Continuing our daily coverage of what's on at The Proms 2018, Susan Omand has a quick look at the programme for Prom 69: Boston Symphony Orchestra Bernstein and Shostakovich ...
Prom 69 is not to be confused with Sham 69 or any other kind (stop sniggering at the back there).
One of the lesser known Bernstein works starts the Prom. His Serenade is based on the seven speeches from Plato's Symposium which was written around 380 BC - so quite a while ago - and, although it is sometimes called a violin concerto because of the instrument's prominence, there is also a significant amount of percussion, with the usual timpani and five more percussionists playing side drum, tenor drum, bass drum, triangle, suspended cymbal, xylophone, glockenspiel, chimes, Chinese blocks and tambourine so they're worth listening out for.

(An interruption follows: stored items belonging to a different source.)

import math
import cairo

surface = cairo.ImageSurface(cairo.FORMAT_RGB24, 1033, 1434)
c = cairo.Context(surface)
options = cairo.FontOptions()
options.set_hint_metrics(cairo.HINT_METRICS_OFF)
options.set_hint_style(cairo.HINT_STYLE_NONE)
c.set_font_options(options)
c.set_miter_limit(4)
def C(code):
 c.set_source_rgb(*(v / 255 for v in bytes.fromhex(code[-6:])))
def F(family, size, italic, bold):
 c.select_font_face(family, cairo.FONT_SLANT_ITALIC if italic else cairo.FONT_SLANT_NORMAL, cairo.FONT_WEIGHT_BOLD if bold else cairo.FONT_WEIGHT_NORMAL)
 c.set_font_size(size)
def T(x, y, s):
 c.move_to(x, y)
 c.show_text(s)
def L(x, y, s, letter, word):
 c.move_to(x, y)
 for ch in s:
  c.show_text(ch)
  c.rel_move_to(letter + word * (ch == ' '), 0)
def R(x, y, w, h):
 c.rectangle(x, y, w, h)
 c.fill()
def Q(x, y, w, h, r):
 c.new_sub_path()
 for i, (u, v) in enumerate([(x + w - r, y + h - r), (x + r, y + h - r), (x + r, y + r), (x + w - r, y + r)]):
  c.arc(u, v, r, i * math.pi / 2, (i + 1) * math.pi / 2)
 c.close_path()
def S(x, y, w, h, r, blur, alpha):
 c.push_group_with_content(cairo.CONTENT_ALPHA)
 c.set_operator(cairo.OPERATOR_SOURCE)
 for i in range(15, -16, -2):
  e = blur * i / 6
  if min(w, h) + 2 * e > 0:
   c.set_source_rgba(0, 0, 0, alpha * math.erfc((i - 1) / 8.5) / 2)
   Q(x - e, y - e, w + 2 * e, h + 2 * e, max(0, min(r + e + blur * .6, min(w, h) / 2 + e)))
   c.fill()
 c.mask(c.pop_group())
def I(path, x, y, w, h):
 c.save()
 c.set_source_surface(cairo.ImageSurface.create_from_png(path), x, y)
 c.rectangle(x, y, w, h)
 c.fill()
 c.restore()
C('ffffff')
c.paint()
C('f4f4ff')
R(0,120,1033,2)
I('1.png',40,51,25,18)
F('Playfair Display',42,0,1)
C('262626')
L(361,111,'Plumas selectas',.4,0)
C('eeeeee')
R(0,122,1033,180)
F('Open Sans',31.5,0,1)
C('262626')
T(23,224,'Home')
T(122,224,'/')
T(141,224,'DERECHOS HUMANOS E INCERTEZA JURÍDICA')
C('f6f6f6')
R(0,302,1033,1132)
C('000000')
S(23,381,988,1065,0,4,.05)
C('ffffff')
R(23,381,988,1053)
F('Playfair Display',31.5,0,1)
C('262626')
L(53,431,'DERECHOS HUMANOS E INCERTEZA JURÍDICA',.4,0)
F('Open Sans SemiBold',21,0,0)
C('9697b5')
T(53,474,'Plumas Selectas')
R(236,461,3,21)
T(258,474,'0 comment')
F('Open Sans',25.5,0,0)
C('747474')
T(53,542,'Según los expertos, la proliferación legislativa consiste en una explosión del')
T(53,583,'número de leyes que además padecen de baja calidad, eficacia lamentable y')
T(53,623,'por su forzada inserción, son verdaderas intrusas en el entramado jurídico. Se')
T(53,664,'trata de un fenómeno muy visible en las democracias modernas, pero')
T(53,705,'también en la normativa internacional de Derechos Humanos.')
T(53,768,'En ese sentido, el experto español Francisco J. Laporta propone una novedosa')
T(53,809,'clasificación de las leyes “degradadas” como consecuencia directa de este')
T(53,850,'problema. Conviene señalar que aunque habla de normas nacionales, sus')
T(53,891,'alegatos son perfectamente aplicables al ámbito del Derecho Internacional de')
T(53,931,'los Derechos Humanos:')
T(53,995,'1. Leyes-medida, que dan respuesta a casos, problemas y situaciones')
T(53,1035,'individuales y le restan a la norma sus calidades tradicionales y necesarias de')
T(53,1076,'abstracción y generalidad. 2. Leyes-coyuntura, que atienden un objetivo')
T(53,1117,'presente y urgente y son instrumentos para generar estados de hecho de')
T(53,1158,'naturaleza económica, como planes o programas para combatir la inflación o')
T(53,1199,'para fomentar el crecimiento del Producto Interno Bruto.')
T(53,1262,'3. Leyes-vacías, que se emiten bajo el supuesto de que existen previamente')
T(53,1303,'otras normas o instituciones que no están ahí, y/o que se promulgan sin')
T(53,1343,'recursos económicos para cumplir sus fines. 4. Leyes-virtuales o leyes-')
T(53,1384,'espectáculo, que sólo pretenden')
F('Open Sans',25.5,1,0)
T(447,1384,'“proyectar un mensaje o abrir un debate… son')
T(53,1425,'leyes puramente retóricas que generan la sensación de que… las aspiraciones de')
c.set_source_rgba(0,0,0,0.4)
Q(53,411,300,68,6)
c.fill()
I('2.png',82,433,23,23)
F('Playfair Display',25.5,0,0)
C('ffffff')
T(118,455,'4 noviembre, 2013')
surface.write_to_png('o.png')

After the interval, a performance of a Shostakovich symphony that waited 25 years from completion until it was actually premiered in concert. Completed in 1936 his Symphony no 4 fell foul of the Stalinist regime in Russia, as did the composer himself. Shostakovich's previous 2 symphonies had toed the party line, filled with patriotic chorales but, toward the end of 1935 he apparently told an interviewer, "I am not afraid of difficulties. It is perhaps easier, and certainly safer, to follow a beaten path, but it is also dull, uninteresting and futile" then promptly scrapped all the patriotic sketches he'd put together for Symphony 4 and started again on his own terms.